## EXERCISE DETAILS
Below is a listing; restate from it, character for character, the lines beginning at the line holding "index pip: (217, 175)" and ending at the line holding "index dip: (196, 150)", both included.

## TASK DATA
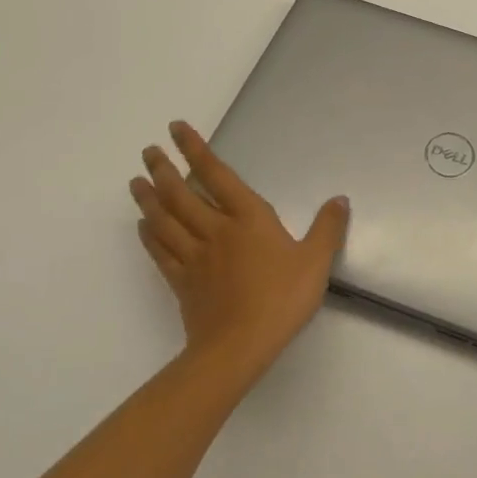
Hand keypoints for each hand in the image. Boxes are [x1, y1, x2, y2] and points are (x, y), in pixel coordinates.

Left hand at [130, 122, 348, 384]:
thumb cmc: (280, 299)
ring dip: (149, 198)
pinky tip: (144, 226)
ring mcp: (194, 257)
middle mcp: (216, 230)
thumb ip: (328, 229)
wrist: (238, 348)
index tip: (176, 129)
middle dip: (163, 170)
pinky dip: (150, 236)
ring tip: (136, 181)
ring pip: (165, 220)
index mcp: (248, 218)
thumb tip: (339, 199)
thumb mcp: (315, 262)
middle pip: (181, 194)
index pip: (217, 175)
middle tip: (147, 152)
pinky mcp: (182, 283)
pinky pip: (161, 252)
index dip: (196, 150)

* * *

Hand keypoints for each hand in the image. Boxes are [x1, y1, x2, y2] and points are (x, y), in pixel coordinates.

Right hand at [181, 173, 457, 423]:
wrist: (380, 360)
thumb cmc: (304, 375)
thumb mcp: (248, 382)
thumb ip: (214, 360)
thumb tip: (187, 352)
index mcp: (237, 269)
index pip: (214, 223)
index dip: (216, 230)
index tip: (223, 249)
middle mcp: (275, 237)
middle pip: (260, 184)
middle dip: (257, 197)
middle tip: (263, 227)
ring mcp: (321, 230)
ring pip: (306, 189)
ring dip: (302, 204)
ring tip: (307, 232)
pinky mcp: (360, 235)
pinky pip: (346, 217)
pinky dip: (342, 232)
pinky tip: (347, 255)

* * *

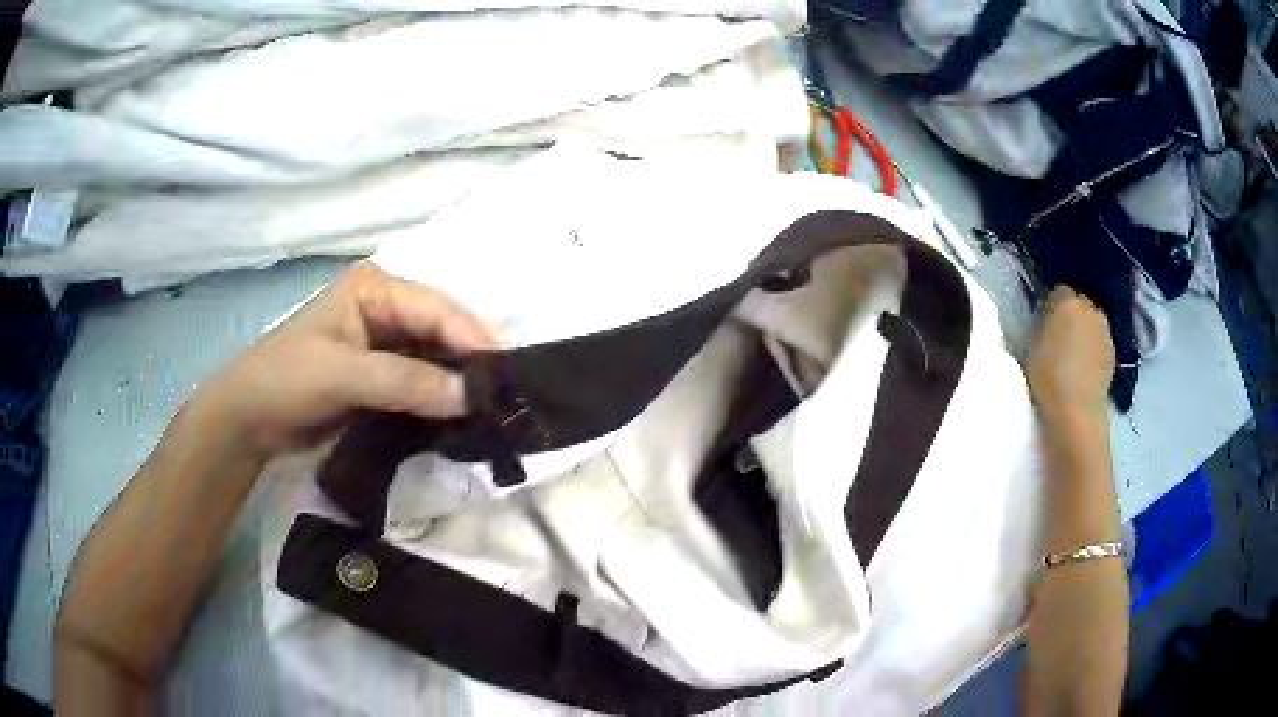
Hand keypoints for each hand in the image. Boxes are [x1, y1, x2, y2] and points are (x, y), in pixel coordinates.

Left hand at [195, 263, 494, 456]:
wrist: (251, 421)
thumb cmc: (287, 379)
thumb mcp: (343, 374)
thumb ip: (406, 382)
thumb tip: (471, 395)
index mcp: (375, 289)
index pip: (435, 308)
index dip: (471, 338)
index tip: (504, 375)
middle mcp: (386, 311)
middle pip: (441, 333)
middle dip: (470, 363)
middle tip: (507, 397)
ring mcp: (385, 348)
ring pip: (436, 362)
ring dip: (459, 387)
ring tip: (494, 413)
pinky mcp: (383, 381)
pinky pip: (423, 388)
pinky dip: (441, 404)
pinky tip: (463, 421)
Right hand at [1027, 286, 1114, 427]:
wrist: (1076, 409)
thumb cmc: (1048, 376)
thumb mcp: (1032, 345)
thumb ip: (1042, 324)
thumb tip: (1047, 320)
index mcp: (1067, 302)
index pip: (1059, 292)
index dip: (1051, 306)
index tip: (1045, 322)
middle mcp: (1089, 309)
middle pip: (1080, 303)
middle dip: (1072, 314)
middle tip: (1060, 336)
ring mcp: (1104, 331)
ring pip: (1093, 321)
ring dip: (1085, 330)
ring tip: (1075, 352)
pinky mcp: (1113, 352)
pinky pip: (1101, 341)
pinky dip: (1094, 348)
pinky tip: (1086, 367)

## SOLUTION BELOW
index pip: (217, 175)
middle tip: (147, 152)
pinky mcp: (182, 283)
pinky pip: (161, 252)
index dip: (196, 150)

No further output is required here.